How new fishing tech can reduce bycatch of turtles and other creatures

Our oceans are full of sophisticated, exquisite nets: nets, hooks, fishing lines. Designed to catch animals destined for our dinner tables, they often also catch other wildlife.

This accidental harvest is known as bycatch, and each year it causes the deaths of millions of marine animals, including whales, dolphins, sharks, turtles and sea birds. Nets and gear can suffocate animals or cause fatal injury; Even when animals are thrown back into the ocean, they often die. Bycatch is also a dilemma for fishermen – entangled organisms can destroy equipment, causing loss of time, money and the reputation of the fishery.

For decades, conservationists, researchers, and fishermen have developed methods to reduce a variety of bycatch in various fishing stocks around the world. But implementing these solutions is often a challenge, and many mitigation strategies are never widely implemented.

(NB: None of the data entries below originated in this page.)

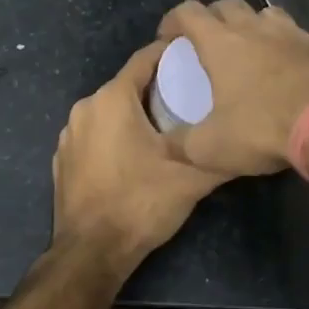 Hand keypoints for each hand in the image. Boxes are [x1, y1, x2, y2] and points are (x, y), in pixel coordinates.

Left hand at [51, 41, 228, 272]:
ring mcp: (68, 134)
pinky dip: (114, 136)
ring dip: (135, 114)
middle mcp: (85, 108)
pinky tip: (135, 156)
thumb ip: (220, 154)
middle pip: (127, 85)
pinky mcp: (62, 159)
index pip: (145, 59)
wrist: (91, 253)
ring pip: (110, 111)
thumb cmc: (140, 203)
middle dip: (157, 88)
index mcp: (111, 99)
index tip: (197, 58)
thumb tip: (246, 140)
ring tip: (168, 127)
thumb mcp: (191, 178)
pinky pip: (94, 135)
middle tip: (191, 98)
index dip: (171, 54)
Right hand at [157, 0, 308, 177]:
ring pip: (268, 14)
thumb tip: (164, 145)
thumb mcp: (211, 148)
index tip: (168, 37)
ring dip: (255, 26)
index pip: (188, 12)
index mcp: (222, 43)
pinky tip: (298, 69)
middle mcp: (256, 28)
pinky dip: (294, 48)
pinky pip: (304, 39)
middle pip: (227, 5)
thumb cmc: (264, 129)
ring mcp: (295, 33)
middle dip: (213, 17)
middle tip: (209, 41)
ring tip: (254, 49)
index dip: (173, 20)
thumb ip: (181, 144) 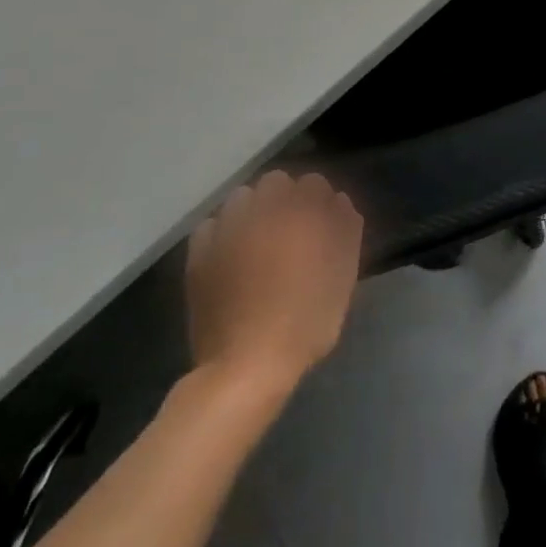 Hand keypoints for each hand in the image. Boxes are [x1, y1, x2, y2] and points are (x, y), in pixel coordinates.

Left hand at [186, 171, 363, 395]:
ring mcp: (229, 228)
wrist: (248, 364)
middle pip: (276, 182)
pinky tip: (229, 253)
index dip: (320, 201)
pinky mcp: (200, 252)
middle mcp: (265, 210)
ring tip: (257, 239)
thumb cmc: (307, 321)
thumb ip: (346, 231)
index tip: (323, 224)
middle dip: (285, 198)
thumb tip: (339, 201)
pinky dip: (222, 231)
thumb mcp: (343, 277)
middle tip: (290, 231)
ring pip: (242, 196)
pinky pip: (212, 224)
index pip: (314, 182)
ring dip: (253, 209)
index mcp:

Overhead photo of a dolphin entangled in fishing gear

Fishing gear that traps dolphins, porpoises and whales is a major threat to the animals. Here, are the gear trails of a North Atlantic right whale called Snowcone (known individual #3560) that swims with its calf in Georgia waters.

Credit: Georgia Department of Natural Resources NOAA Permit #20556

Fishing gear that traps dolphins, porpoises and whales is a major threat to the animals. Here, are the gear trails of a North Atlantic right whale called Snowcone (known individual #3560) that swims with its calf in Georgia waters.


Credit: Georgia Department of Natural Resources NOAA Permit #20556

However, some approaches now have proven success rates – and there may be more in the future. Recent research has explored traps equipped with lights; Even low-tech tricks like lining gear with plastic water bottles hold promise for reducing some types of bycatch while still being practical for fishermen to use.

Despite the challenges, researchers are hopeful. “There aren’t a lot of conservation issues that I know of where industry and conservationists and consumers and fishermen and resource users all want the same thing,” says marine biologist Matthew Savoca, a research scientist at Stanford University’s Hopkins Marine Station. “Every stakeholder wants less bycatch.”

keeping turtles out

The bycatch problem has always existed. “It’s a conflict that is intrinsic to the whole idea of ​​fishing,” says Nancy Knowlton, a marine biologist emerita at the Smithsonian’s National Museum of Natural History. “If you have something that’s designed to catch animals, you’ll almost always catch some things you didn’t mean to catch.”